PB&J Otter is an American animated musical television series. It premiered on Disney Channel's preschool block (Playhouse Disney) on March 15, 1998. A total of 65 episodes were produced during the course of its three-season run, with the final episode airing on October 15, 2000. The series centers on the Otter family who live in the rural fishing community of Lake Hoohaw. Most stories revolve around the three Otter kids: older brother Peanut, younger sister Jelly and baby sister Butter (named after the peanut butter and jelly sandwich), as well as their friends and neighbors.

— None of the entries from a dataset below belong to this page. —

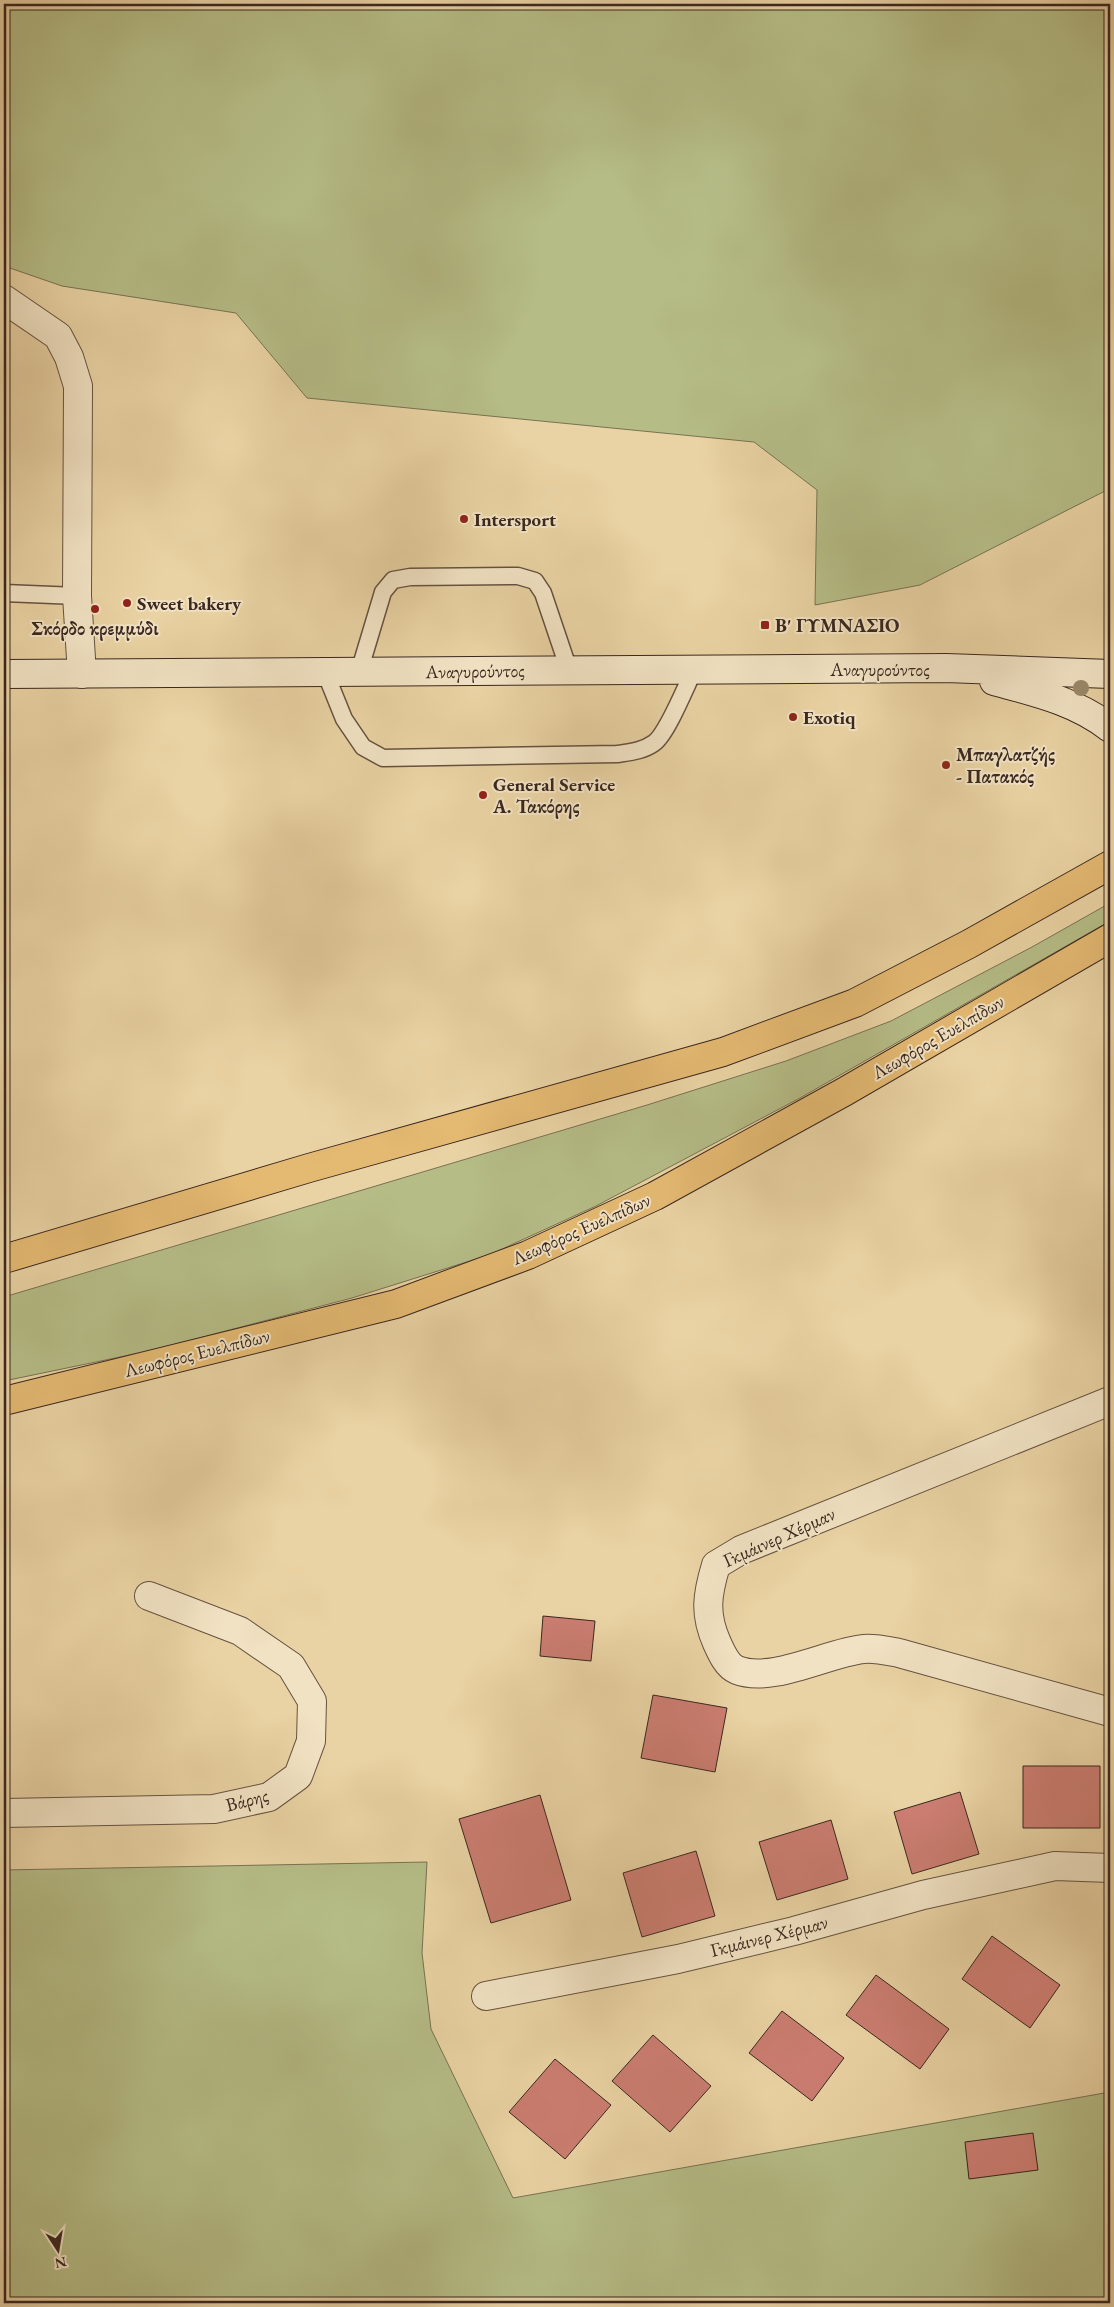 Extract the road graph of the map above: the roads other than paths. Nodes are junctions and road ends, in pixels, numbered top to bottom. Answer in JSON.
{"nodes":[{"id":1,"x":4,"y":300,"type":"edge"},
{"id":2,"x":4,"y":593,"type":"edge"},
{"id":3,"x":77,"y":596,"type":"junction"},
{"id":4,"x":946,"y":668,"type":"junction"},
{"id":5,"x":569,"y":670,"type":"junction"},
{"id":6,"x":694,"y":670,"type":"junction"},
{"id":7,"x":325,"y":672,"type":"junction"},
{"id":8,"x":358,"y":672,"type":"junction"},
{"id":9,"x":4,"y":674,"type":"edge"},
{"id":10,"x":82,"y":674,"type":"junction"},
{"id":11,"x":1110,"y":674,"type":"edge"},
{"id":12,"x":1110,"y":728,"type":"edge"},
{"id":13,"x":1110,"y":865,"type":"edge"},
{"id":14,"x":1110,"y":938,"type":"edge"},
{"id":15,"x":4,"y":1259,"type":"edge"},
{"id":16,"x":4,"y":1401,"type":"edge"},
{"id":17,"x":1110,"y":1401,"type":"edge"},
{"id":18,"x":149,"y":1596,"type":"dead end"},
{"id":19,"x":1110,"y":1712,"type":"edge"},
{"id":20,"x":4,"y":1813,"type":"edge"},
{"id":21,"x":1110,"y":1868,"type":"edge"},
{"id":22,"x":486,"y":1996,"type":"dead end"}],
"edges":[{"from":1,"to":3,"type":"street"},
{"from":2,"to":3,"type":"lane"},
{"from":3,"to":10,"type":"street"},
{"from":4,"to":6,"type":"street","name":"Αναγυρούντος"},
{"from":4,"to":11,"type":"street","name":"Αναγυρούντος"},
{"from":4,"to":12,"type":"street","name":"Αναγυρούντος"},
{"from":5,"to":6,"type":"street","name":"Αναγυρούντος"},
{"from":5,"to":8,"type":"street","name":"Αναγυρούντος"},
{"from":5,"to":8,"type":"lane"},
{"from":6,"to":7,"type":"lane"},
{"from":7,"to":8,"type":"street","name":"Αναγυρούντος"},
{"from":7,"to":10,"type":"street","name":"Αναγυρούντος"},
{"from":9,"to":10,"type":"street","name":"Αναγυρούντος"},
{"from":13,"to":15,"type":"main road"},
{"from":14,"to":16,"type":"main road","name":"Λεωφόρος Ευελπίδων"},
{"from":17,"to":19,"type":"street","name":"Γκμάινερ Χέρμαν"},
{"from":18,"to":20,"type":"street","name":"Βάρης"},
{"from":21,"to":22,"type":"street","name":"Γκμάινερ Χέρμαν"}]}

The show was created by Jim Jinkins, who also created Doug and Allegra's Window, and executive-produced by David Campbell in close conjunction with Harvard University's Cognitive Skills Group, "Project Zero". The group's job was to monitor each and make sure the material had a positive educational message. This show features songs by Dan Sawyer, Fred Newman and Rich Mendoza.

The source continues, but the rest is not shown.